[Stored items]
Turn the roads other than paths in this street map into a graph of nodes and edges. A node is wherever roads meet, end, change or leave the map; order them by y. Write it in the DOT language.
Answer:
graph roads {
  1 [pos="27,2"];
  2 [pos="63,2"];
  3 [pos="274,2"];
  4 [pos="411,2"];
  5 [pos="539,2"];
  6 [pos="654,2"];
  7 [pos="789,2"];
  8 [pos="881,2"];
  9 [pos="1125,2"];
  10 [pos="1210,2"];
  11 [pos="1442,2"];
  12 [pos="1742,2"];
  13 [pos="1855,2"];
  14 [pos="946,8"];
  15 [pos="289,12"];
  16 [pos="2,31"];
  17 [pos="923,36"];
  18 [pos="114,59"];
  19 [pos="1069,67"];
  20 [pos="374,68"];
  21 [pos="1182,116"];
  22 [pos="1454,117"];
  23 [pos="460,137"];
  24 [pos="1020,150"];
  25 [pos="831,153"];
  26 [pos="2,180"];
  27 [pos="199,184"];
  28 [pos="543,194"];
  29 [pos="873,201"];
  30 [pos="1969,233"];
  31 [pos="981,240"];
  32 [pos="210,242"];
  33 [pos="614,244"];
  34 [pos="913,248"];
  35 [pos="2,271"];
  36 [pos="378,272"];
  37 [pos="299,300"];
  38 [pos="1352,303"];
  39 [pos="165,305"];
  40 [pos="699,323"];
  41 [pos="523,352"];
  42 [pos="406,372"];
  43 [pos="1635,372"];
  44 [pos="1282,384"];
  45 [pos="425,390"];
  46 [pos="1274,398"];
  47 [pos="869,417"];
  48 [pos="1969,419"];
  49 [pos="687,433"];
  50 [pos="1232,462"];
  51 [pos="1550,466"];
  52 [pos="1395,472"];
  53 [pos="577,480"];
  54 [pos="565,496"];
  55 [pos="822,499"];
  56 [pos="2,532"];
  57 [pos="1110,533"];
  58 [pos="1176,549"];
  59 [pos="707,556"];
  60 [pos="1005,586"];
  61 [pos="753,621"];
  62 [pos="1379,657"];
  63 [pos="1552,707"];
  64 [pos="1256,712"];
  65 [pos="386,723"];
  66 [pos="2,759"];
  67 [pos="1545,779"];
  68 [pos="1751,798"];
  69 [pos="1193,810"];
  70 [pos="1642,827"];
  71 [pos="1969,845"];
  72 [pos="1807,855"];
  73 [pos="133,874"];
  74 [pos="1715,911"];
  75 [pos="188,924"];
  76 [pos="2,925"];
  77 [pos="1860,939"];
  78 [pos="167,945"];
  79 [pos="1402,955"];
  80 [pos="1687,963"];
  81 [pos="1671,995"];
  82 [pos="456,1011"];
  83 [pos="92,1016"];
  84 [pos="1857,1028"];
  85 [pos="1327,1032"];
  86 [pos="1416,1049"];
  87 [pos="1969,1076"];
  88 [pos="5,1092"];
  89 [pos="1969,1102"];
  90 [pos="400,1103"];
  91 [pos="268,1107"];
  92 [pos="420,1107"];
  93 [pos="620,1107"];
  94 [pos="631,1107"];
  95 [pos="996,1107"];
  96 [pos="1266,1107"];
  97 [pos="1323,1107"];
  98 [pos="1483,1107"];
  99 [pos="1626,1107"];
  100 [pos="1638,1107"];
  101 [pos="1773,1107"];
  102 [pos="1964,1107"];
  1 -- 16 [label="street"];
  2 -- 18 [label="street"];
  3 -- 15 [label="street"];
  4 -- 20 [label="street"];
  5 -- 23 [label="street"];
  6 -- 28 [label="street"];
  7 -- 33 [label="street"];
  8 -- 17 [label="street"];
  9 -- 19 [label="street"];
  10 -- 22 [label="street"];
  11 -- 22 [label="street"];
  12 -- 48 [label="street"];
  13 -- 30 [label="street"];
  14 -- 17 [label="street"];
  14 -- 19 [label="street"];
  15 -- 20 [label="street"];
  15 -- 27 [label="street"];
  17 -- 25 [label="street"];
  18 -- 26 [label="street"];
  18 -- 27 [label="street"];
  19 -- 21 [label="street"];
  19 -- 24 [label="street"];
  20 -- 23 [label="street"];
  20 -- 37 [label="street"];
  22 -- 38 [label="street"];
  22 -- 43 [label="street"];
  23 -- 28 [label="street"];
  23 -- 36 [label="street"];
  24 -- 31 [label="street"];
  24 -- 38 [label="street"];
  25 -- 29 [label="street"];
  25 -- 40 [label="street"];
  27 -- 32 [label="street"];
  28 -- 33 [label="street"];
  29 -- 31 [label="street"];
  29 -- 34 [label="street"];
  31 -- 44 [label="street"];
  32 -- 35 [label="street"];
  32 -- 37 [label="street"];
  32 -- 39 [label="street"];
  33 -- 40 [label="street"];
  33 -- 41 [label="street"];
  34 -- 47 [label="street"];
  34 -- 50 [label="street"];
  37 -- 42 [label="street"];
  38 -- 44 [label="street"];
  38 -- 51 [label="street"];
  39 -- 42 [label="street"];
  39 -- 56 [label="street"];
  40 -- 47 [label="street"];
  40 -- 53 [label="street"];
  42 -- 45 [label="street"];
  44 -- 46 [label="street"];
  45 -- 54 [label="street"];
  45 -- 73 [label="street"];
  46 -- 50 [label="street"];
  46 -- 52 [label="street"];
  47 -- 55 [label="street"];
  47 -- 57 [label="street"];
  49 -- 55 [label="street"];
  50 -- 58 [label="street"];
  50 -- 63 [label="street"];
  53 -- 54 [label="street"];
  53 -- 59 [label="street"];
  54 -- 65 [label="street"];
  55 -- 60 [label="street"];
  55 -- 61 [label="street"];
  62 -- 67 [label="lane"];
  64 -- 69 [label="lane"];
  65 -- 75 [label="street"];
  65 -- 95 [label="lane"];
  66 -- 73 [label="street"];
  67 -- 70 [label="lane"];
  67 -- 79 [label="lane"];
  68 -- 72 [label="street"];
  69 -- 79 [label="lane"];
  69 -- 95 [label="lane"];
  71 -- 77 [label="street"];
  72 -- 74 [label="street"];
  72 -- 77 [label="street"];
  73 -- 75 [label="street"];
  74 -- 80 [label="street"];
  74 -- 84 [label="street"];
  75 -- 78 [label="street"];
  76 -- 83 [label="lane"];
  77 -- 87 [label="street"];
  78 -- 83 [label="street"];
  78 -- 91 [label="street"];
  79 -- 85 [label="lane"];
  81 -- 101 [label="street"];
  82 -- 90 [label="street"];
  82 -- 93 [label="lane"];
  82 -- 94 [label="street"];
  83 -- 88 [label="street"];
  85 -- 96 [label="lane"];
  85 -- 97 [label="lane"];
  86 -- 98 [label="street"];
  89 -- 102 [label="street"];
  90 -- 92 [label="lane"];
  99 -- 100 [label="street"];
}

> _What to work on_: Output the records again in full. Keep every character as written.

> _Answer to the exercise_:
Turn the roads other than paths in this street map into a graph of nodes and edges. A node is wherever roads meet, end, change or leave the map; order them by y. Write it in the DOT language.
Answer:
graph roads {
  1 [pos="27,2"];
  2 [pos="63,2"];
  3 [pos="274,2"];
  4 [pos="411,2"];
  5 [pos="539,2"];
  6 [pos="654,2"];
  7 [pos="789,2"];
  8 [pos="881,2"];
  9 [pos="1125,2"];
  10 [pos="1210,2"];
  11 [pos="1442,2"];
  12 [pos="1742,2"];
  13 [pos="1855,2"];
  14 [pos="946,8"];
  15 [pos="289,12"];
  16 [pos="2,31"];
  17 [pos="923,36"];
  18 [pos="114,59"];
  19 [pos="1069,67"];
  20 [pos="374,68"];
  21 [pos="1182,116"];
  22 [pos="1454,117"];
  23 [pos="460,137"];
  24 [pos="1020,150"];
  25 [pos="831,153"];
  26 [pos="2,180"];
  27 [pos="199,184"];
  28 [pos="543,194"];
  29 [pos="873,201"];
  30 [pos="1969,233"];
  31 [pos="981,240"];
  32 [pos="210,242"];
  33 [pos="614,244"];
  34 [pos="913,248"];
  35 [pos="2,271"];
  36 [pos="378,272"];
  37 [pos="299,300"];
  38 [pos="1352,303"];
  39 [pos="165,305"];
  40 [pos="699,323"];
  41 [pos="523,352"];
  42 [pos="406,372"];
  43 [pos="1635,372"];
  44 [pos="1282,384"];
  45 [pos="425,390"];
  46 [pos="1274,398"];
  47 [pos="869,417"];
  48 [pos="1969,419"];
  49 [pos="687,433"];
  50 [pos="1232,462"];
  51 [pos="1550,466"];
  52 [pos="1395,472"];
  53 [pos="577,480"];
  54 [pos="565,496"];
  55 [pos="822,499"];
  56 [pos="2,532"];
  57 [pos="1110,533"];
  58 [pos="1176,549"];
  59 [pos="707,556"];
  60 [pos="1005,586"];
  61 [pos="753,621"];
  62 [pos="1379,657"];
  63 [pos="1552,707"];
  64 [pos="1256,712"];
  65 [pos="386,723"];
  66 [pos="2,759"];
  67 [pos="1545,779"];
  68 [pos="1751,798"];
  69 [pos="1193,810"];
  70 [pos="1642,827"];
  71 [pos="1969,845"];
  72 [pos="1807,855"];
  73 [pos="133,874"];
  74 [pos="1715,911"];
  75 [pos="188,924"];
  76 [pos="2,925"];
  77 [pos="1860,939"];
  78 [pos="167,945"];
  79 [pos="1402,955"];
  80 [pos="1687,963"];
  81 [pos="1671,995"];
  82 [pos="456,1011"];
  83 [pos="92,1016"];
  84 [pos="1857,1028"];
  85 [pos="1327,1032"];
  86 [pos="1416,1049"];
  87 [pos="1969,1076"];
  88 [pos="5,1092"];
  89 [pos="1969,1102"];
  90 [pos="400,1103"];
  91 [pos="268,1107"];
  92 [pos="420,1107"];
  93 [pos="620,1107"];
  94 [pos="631,1107"];
  95 [pos="996,1107"];
  96 [pos="1266,1107"];
  97 [pos="1323,1107"];
  98 [pos="1483,1107"];
  99 [pos="1626,1107"];
  100 [pos="1638,1107"];
  101 [pos="1773,1107"];
  102 [pos="1964,1107"];
  1 -- 16 [label="street"];
  2 -- 18 [label="street"];
  3 -- 15 [label="street"];
  4 -- 20 [label="street"];
  5 -- 23 [label="street"];
  6 -- 28 [label="street"];
  7 -- 33 [label="street"];
  8 -- 17 [label="street"];
  9 -- 19 [label="street"];
  10 -- 22 [label="street"];
  11 -- 22 [label="street"];
  12 -- 48 [label="street"];
  13 -- 30 [label="street"];
  14 -- 17 [label="street"];
  14 -- 19 [label="street"];
  15 -- 20 [label="street"];
  15 -- 27 [label="street"];
  17 -- 25 [label="street"];
  18 -- 26 [label="street"];
  18 -- 27 [label="street"];
  19 -- 21 [label="street"];
  19 -- 24 [label="street"];
  20 -- 23 [label="street"];
  20 -- 37 [label="street"];
  22 -- 38 [label="street"];
  22 -- 43 [label="street"];
  23 -- 28 [label="street"];
  23 -- 36 [label="street"];
  24 -- 31 [label="street"];
  24 -- 38 [label="street"];
  25 -- 29 [label="street"];
  25 -- 40 [label="street"];
  27 -- 32 [label="street"];
  28 -- 33 [label="street"];
  29 -- 31 [label="street"];
  29 -- 34 [label="street"];
  31 -- 44 [label="street"];
  32 -- 35 [label="street"];
  32 -- 37 [label="street"];
  32 -- 39 [label="street"];
  33 -- 40 [label="street"];
  33 -- 41 [label="street"];
  34 -- 47 [label="street"];
  34 -- 50 [label="street"];
  37 -- 42 [label="street"];
  38 -- 44 [label="street"];
  38 -- 51 [label="street"];
  39 -- 42 [label="street"];
  39 -- 56 [label="street"];
  40 -- 47 [label="street"];
  40 -- 53 [label="street"];
  42 -- 45 [label="street"];
  44 -- 46 [label="street"];
  45 -- 54 [label="street"];
  45 -- 73 [label="street"];
  46 -- 50 [label="street"];
  46 -- 52 [label="street"];
  47 -- 55 [label="street"];
  47 -- 57 [label="street"];
  49 -- 55 [label="street"];
  50 -- 58 [label="street"];
  50 -- 63 [label="street"];
  53 -- 54 [label="street"];
  53 -- 59 [label="street"];
  54 -- 65 [label="street"];
  55 -- 60 [label="street"];
  55 -- 61 [label="street"];
  62 -- 67 [label="lane"];
  64 -- 69 [label="lane"];
  65 -- 75 [label="street"];
  65 -- 95 [label="lane"];
  66 -- 73 [label="street"];
  67 -- 70 [label="lane"];
  67 -- 79 [label="lane"];
  68 -- 72 [label="street"];
  69 -- 79 [label="lane"];
  69 -- 95 [label="lane"];
  71 -- 77 [label="street"];
  72 -- 74 [label="street"];
  72 -- 77 [label="street"];
  73 -- 75 [label="street"];
  74 -- 80 [label="street"];
  74 -- 84 [label="street"];
  75 -- 78 [label="street"];
  76 -- 83 [label="lane"];
  77 -- 87 [label="street"];
  78 -- 83 [label="street"];
  78 -- 91 [label="street"];
  79 -- 85 [label="lane"];
  81 -- 101 [label="street"];
  82 -- 90 [label="street"];
  82 -- 93 [label="lane"];
  82 -- 94 [label="street"];
  83 -- 88 [label="street"];
  85 -- 96 [label="lane"];
  85 -- 97 [label="lane"];
  86 -- 98 [label="street"];
  89 -- 102 [label="street"];
  90 -- 92 [label="lane"];
  99 -- 100 [label="street"];
}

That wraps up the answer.